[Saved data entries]

• • •

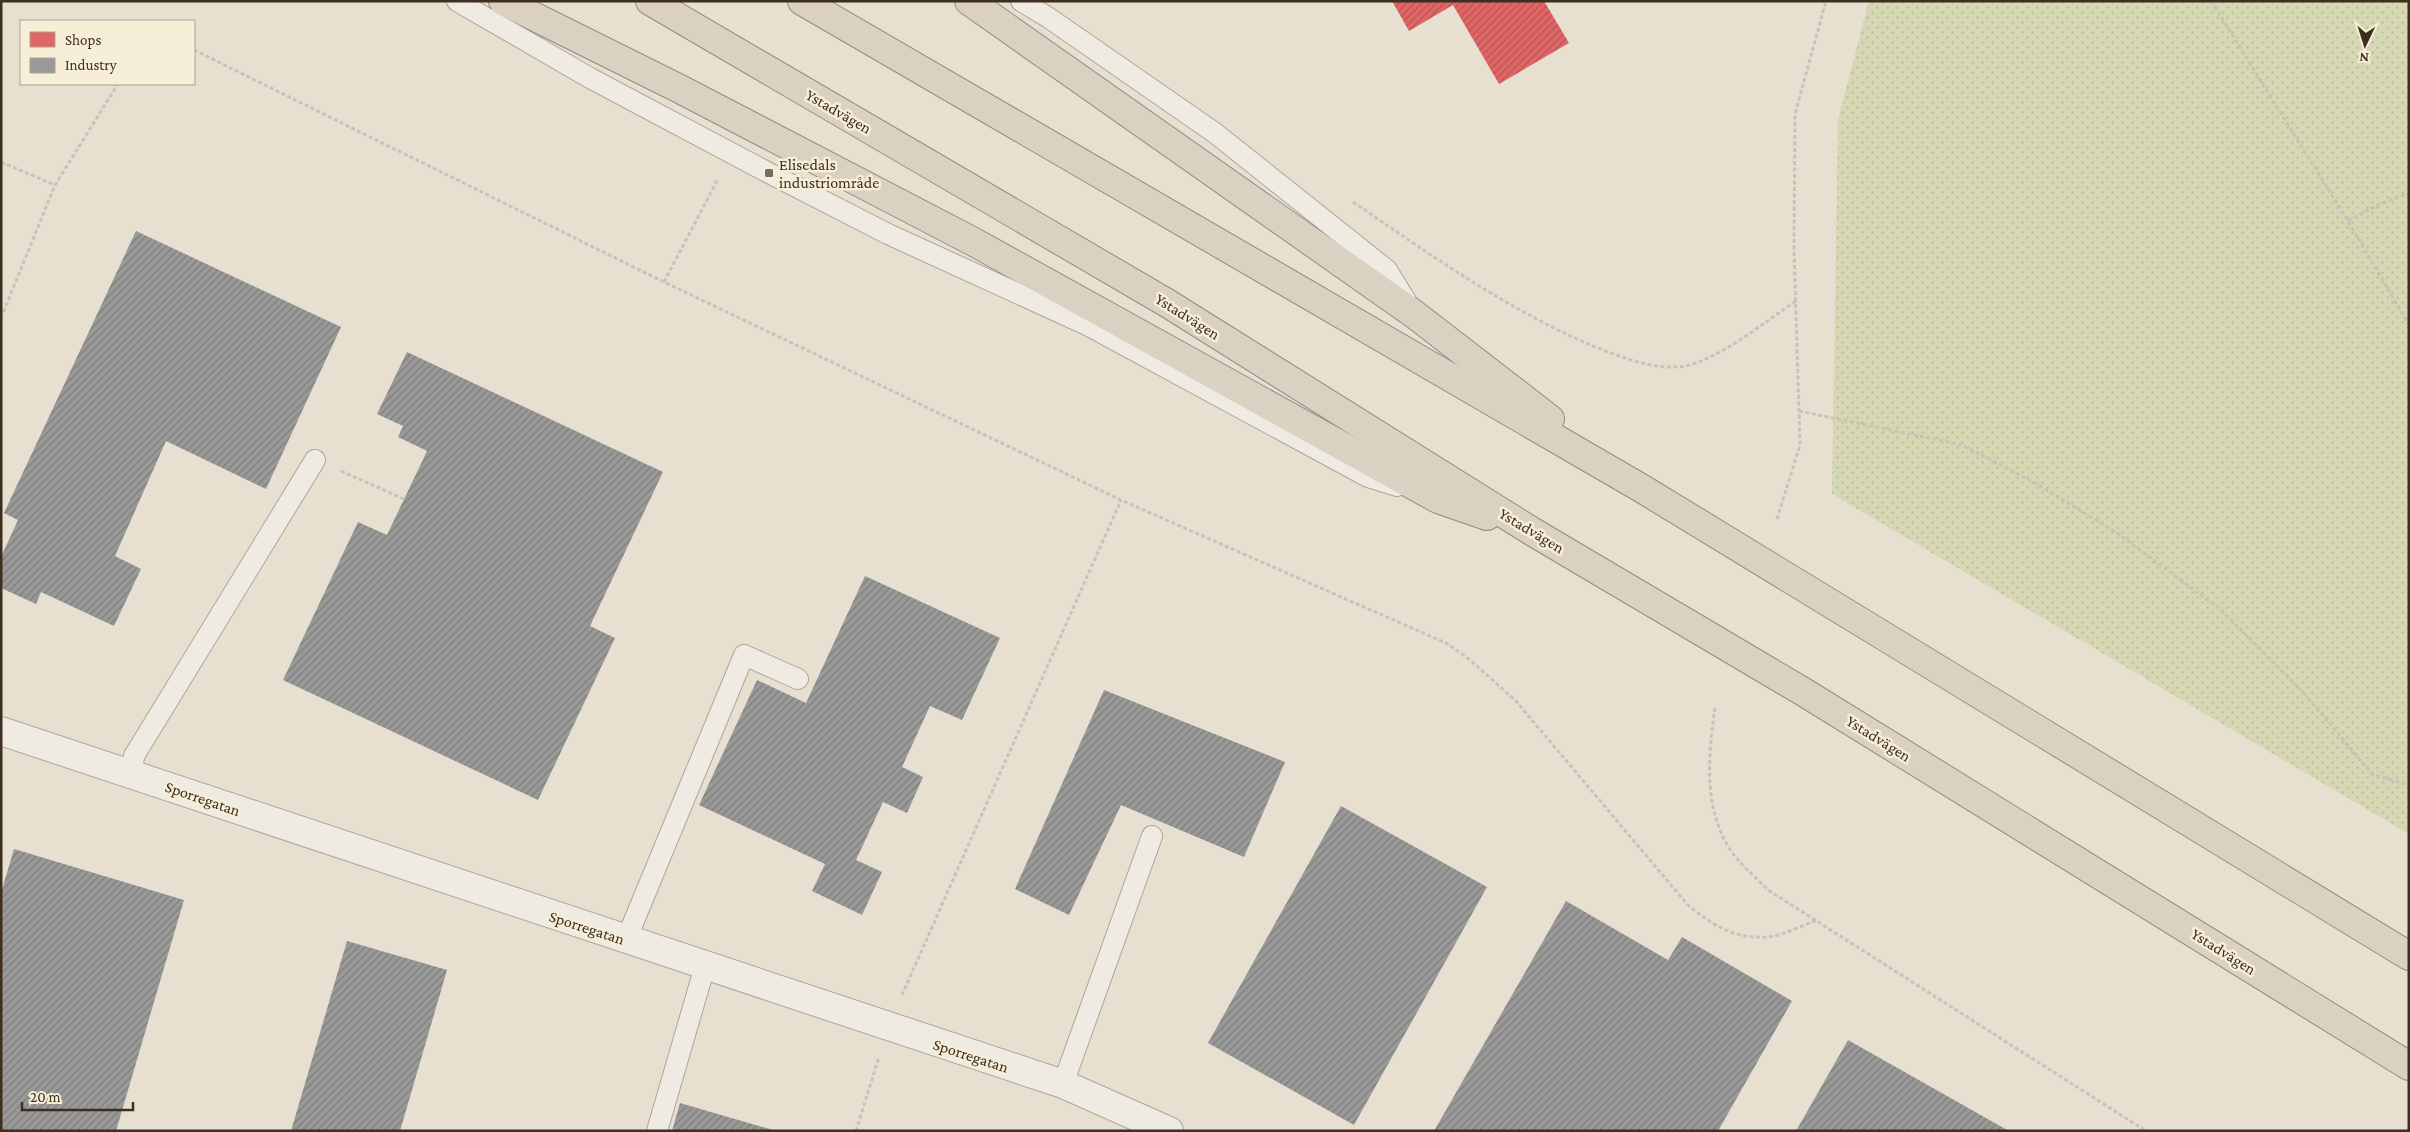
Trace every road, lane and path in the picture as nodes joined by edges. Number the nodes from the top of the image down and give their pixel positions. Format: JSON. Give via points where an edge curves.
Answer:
{"nodes":[{"id":1,"x":457,"y":1,"type":"edge"},
{"id":2,"x":503,"y":1,"type":"edge"},
{"id":3,"x":650,"y":1,"type":"edge"},
{"id":4,"x":802,"y":1,"type":"edge"},
{"id":5,"x":969,"y":1,"type":"edge"},
{"id":6,"x":1021,"y":1,"type":"edge"},
{"id":7,"x":1826,"y":1,"type":"edge"},
{"id":8,"x":2211,"y":1,"type":"edge"},
{"id":9,"x":195,"y":50,"type":"edge"},
{"id":10,"x":117,"y":85,"type":"edge"},
{"id":11,"x":1,"y":162,"type":"edge"},
{"id":12,"x":720,"y":175,"type":"dead end"},
{"id":13,"x":55,"y":185,"type":"junction"},
{"id":14,"x":2409,"y":193,"type":"edge"},
{"id":15,"x":1352,"y":201,"type":"dead end"},
{"id":16,"x":2348,"y":221,"type":"junction"},
{"id":17,"x":664,"y":282,"type":"junction"},
{"id":18,"x":1796,"y":302,"type":"junction"},
{"id":19,"x":1414,"y":314,"type":"junction"},
{"id":20,"x":1,"y":318,"type":"edge"},
{"id":21,"x":2409,"y":325,"type":"edge"},
{"id":22,"x":1799,"y":411,"type":"junction"},
{"id":23,"x":315,"y":460,"type":"joint"},
{"id":24,"x":1641,"y":488,"type":"junction"},
{"id":25,"x":404,"y":499,"type":"dead end"},
{"id":26,"x":1438,"y":499,"type":"junction"},
{"id":27,"x":1121,"y":500,"type":"junction"},
{"id":28,"x":1777,"y":519,"type":"dead end"},
{"id":29,"x":1533,"y":532,"type":"junction"},
{"id":30,"x":798,"y":679,"type":"dead end"},
{"id":31,"x":1714,"y":708,"type":"dead end"},
{"id":32,"x":1,"y":731,"type":"edge"},
{"id":33,"x":132,"y":774,"type":"junction"},
{"id":34,"x":2409,"y":785,"type":"edge"},
{"id":35,"x":1152,"y":836,"type":"dead end"},
{"id":36,"x":1817,"y":920,"type":"junction"},
{"id":37,"x":626,"y":940,"type":"junction"},
{"id":38,"x":2409,"y":956,"type":"edge"},
{"id":39,"x":705,"y":966,"type":"junction"},
{"id":40,"x":888,"y":1028,"type":"junction"},
{"id":41,"x":2409,"y":1066,"type":"edge"},
{"id":42,"x":1063,"y":1084,"type":"junction"},
{"id":43,"x":657,"y":1131,"type":"edge"},
{"id":44,"x":856,"y":1131,"type":"edge"},
{"id":45,"x":1169,"y":1131,"type":"edge"},
{"id":46,"x":2146,"y":1131,"type":"edge"}],
"edges":[{"from":1,"to":26,"type":"lane","via":[[628,98],[888,234],[1089,326],[1368,477]]},
{"from":2,"to":26,"type":"highway","via":[[972,241]]},
{"from":3,"to":29,"type":"highway","name":"Ystadvägen","via":[[1167,303]]},
{"from":4,"to":24,"type":"highway"},
{"from":5,"to":19,"type":"highway"},
{"from":6,"to":19,"type":"lane","via":[[1214,133],[1387,270]]},
{"from":7,"to":18,"type":"path","via":[[1795,114]]},
{"from":8,"to":16,"type":"path"},
{"from":9,"to":17,"type":"path"},
{"from":10,"to":13,"type":"path"},
{"from":11,"to":13,"type":"path"},
{"from":12,"to":17,"type":"path"},
{"from":13,"to":20,"type":"path"},
{"from":14,"to":16,"type":"path"},
{"from":15,"to":18,"type":"path","via":[[1495,297],[1549,327],[1632,360],[1661,366],[1684,366],[1704,361]]},
{"from":16,"to":21,"type":"path"},
{"from":17,"to":27,"type":"path"},
{"from":18,"to":22,"type":"path"},
{"from":19,"to":24,"type":"highway"},
{"from":22,"to":28,"type":"path","via":[[1800,445]]},
{"from":22,"to":34,"type":"path","via":[[1962,445],[2038,484],[2117,533],[2220,609],[2302,692],[2372,774]]},
{"from":23,"to":25,"type":"path"},
{"from":23,"to":33,"type":"lane","via":[[134,756]]},
{"from":24,"to":38,"type":"highway"},
{"from":26,"to":29,"type":"highway"},
{"from":27,"to":36,"type":"path","via":[[1448,644],[1516,701],[1687,904],[1706,920],[1727,931],[1751,937],[1774,936]]},
{"from":27,"to":40,"type":"path"},
{"from":29,"to":41,"type":"highway","name":"Ystadvägen","via":[[1802,690]]},
{"from":30,"to":37,"type":"lane","via":[[744,655]]},
{"from":31,"to":36,"type":"path","via":[[1708,750],[1712,800],[1730,850],[1768,890]]},
{"from":32,"to":33,"type":"street","name":"Sporregatan"},
{"from":33,"to":37,"type":"street","name":"Sporregatan"},
{"from":35,"to":42,"type":"lane"},
{"from":36,"to":46,"type":"path"},
{"from":37,"to":39,"type":"street","name":"Sporregatan"},
{"from":39,"to":40,"type":"street","name":"Sporregatan"},
{"from":39,"to":43,"type":"lane"},
{"from":40,"to":42,"type":"street","name":"Sporregatan"},
{"from":40,"to":44,"type":"path"},
{"from":42,"to":45,"type":"street","name":"Sporregatan"}]}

• • •

Exercise prompt = Every line above is to be returned exactly, with its pictures removed.

Task output =
Trace every road, lane and path in the picture as nodes joined by edges. Number the nodes from the top of the image down and give their pixel positions. Format: JSON. Give via points where an edge curves.
Answer:
{"nodes":[{"id":1,"x":457,"y":1,"type":"edge"},
{"id":2,"x":503,"y":1,"type":"edge"},
{"id":3,"x":650,"y":1,"type":"edge"},
{"id":4,"x":802,"y":1,"type":"edge"},
{"id":5,"x":969,"y":1,"type":"edge"},
{"id":6,"x":1021,"y":1,"type":"edge"},
{"id":7,"x":1826,"y":1,"type":"edge"},
{"id":8,"x":2211,"y":1,"type":"edge"},
{"id":9,"x":195,"y":50,"type":"edge"},
{"id":10,"x":117,"y":85,"type":"edge"},
{"id":11,"x":1,"y":162,"type":"edge"},
{"id":12,"x":720,"y":175,"type":"dead end"},
{"id":13,"x":55,"y":185,"type":"junction"},
{"id":14,"x":2409,"y":193,"type":"edge"},
{"id":15,"x":1352,"y":201,"type":"dead end"},
{"id":16,"x":2348,"y":221,"type":"junction"},
{"id":17,"x":664,"y":282,"type":"junction"},
{"id":18,"x":1796,"y":302,"type":"junction"},
{"id":19,"x":1414,"y":314,"type":"junction"},
{"id":20,"x":1,"y":318,"type":"edge"},
{"id":21,"x":2409,"y":325,"type":"edge"},
{"id":22,"x":1799,"y":411,"type":"junction"},
{"id":23,"x":315,"y":460,"type":"joint"},
{"id":24,"x":1641,"y":488,"type":"junction"},
{"id":25,"x":404,"y":499,"type":"dead end"},
{"id":26,"x":1438,"y":499,"type":"junction"},
{"id":27,"x":1121,"y":500,"type":"junction"},
{"id":28,"x":1777,"y":519,"type":"dead end"},
{"id":29,"x":1533,"y":532,"type":"junction"},
{"id":30,"x":798,"y":679,"type":"dead end"},
{"id":31,"x":1714,"y":708,"type":"dead end"},
{"id":32,"x":1,"y":731,"type":"edge"},
{"id":33,"x":132,"y":774,"type":"junction"},
{"id":34,"x":2409,"y":785,"type":"edge"},
{"id":35,"x":1152,"y":836,"type":"dead end"},
{"id":36,"x":1817,"y":920,"type":"junction"},
{"id":37,"x":626,"y":940,"type":"junction"},
{"id":38,"x":2409,"y":956,"type":"edge"},
{"id":39,"x":705,"y":966,"type":"junction"},
{"id":40,"x":888,"y":1028,"type":"junction"},
{"id":41,"x":2409,"y":1066,"type":"edge"},
{"id":42,"x":1063,"y":1084,"type":"junction"},
{"id":43,"x":657,"y":1131,"type":"edge"},
{"id":44,"x":856,"y":1131,"type":"edge"},
{"id":45,"x":1169,"y":1131,"type":"edge"},
{"id":46,"x":2146,"y":1131,"type":"edge"}],
"edges":[{"from":1,"to":26,"type":"lane","via":[[628,98],[888,234],[1089,326],[1368,477]]},
{"from":2,"to":26,"type":"highway","via":[[972,241]]},
{"from":3,"to":29,"type":"highway","name":"Ystadvägen","via":[[1167,303]]},
{"from":4,"to":24,"type":"highway"},
{"from":5,"to":19,"type":"highway"},
{"from":6,"to":19,"type":"lane","via":[[1214,133],[1387,270]]},
{"from":7,"to":18,"type":"path","via":[[1795,114]]},
{"from":8,"to":16,"type":"path"},
{"from":9,"to":17,"type":"path"},
{"from":10,"to":13,"type":"path"},
{"from":11,"to":13,"type":"path"},
{"from":12,"to":17,"type":"path"},
{"from":13,"to":20,"type":"path"},
{"from":14,"to":16,"type":"path"},
{"from":15,"to":18,"type":"path","via":[[1495,297],[1549,327],[1632,360],[1661,366],[1684,366],[1704,361]]},
{"from":16,"to":21,"type":"path"},
{"from":17,"to":27,"type":"path"},
{"from":18,"to":22,"type":"path"},
{"from":19,"to":24,"type":"highway"},
{"from":22,"to":28,"type":"path","via":[[1800,445]]},
{"from":22,"to":34,"type":"path","via":[[1962,445],[2038,484],[2117,533],[2220,609],[2302,692],[2372,774]]},
{"from":23,"to":25,"type":"path"},
{"from":23,"to":33,"type":"lane","via":[[134,756]]},
{"from":24,"to":38,"type":"highway"},
{"from":26,"to":29,"type":"highway"},
{"from":27,"to":36,"type":"path","via":[[1448,644],[1516,701],[1687,904],[1706,920],[1727,931],[1751,937],[1774,936]]},
{"from":27,"to":40,"type":"path"},
{"from":29,"to":41,"type":"highway","name":"Ystadvägen","via":[[1802,690]]},
{"from":30,"to":37,"type":"lane","via":[[744,655]]},
{"from":31,"to":36,"type":"path","via":[[1708,750],[1712,800],[1730,850],[1768,890]]},
{"from":32,"to":33,"type":"street","name":"Sporregatan"},
{"from":33,"to":37,"type":"street","name":"Sporregatan"},
{"from":35,"to":42,"type":"lane"},
{"from":36,"to":46,"type":"path"},
{"from":37,"to":39,"type":"street","name":"Sporregatan"},
{"from":39,"to":40,"type":"street","name":"Sporregatan"},
{"from":39,"to":43,"type":"lane"},
{"from":40,"to":42,"type":"street","name":"Sporregatan"},
{"from":40,"to":44,"type":"path"},
{"from":42,"to":45,"type":"street","name":"Sporregatan"}]}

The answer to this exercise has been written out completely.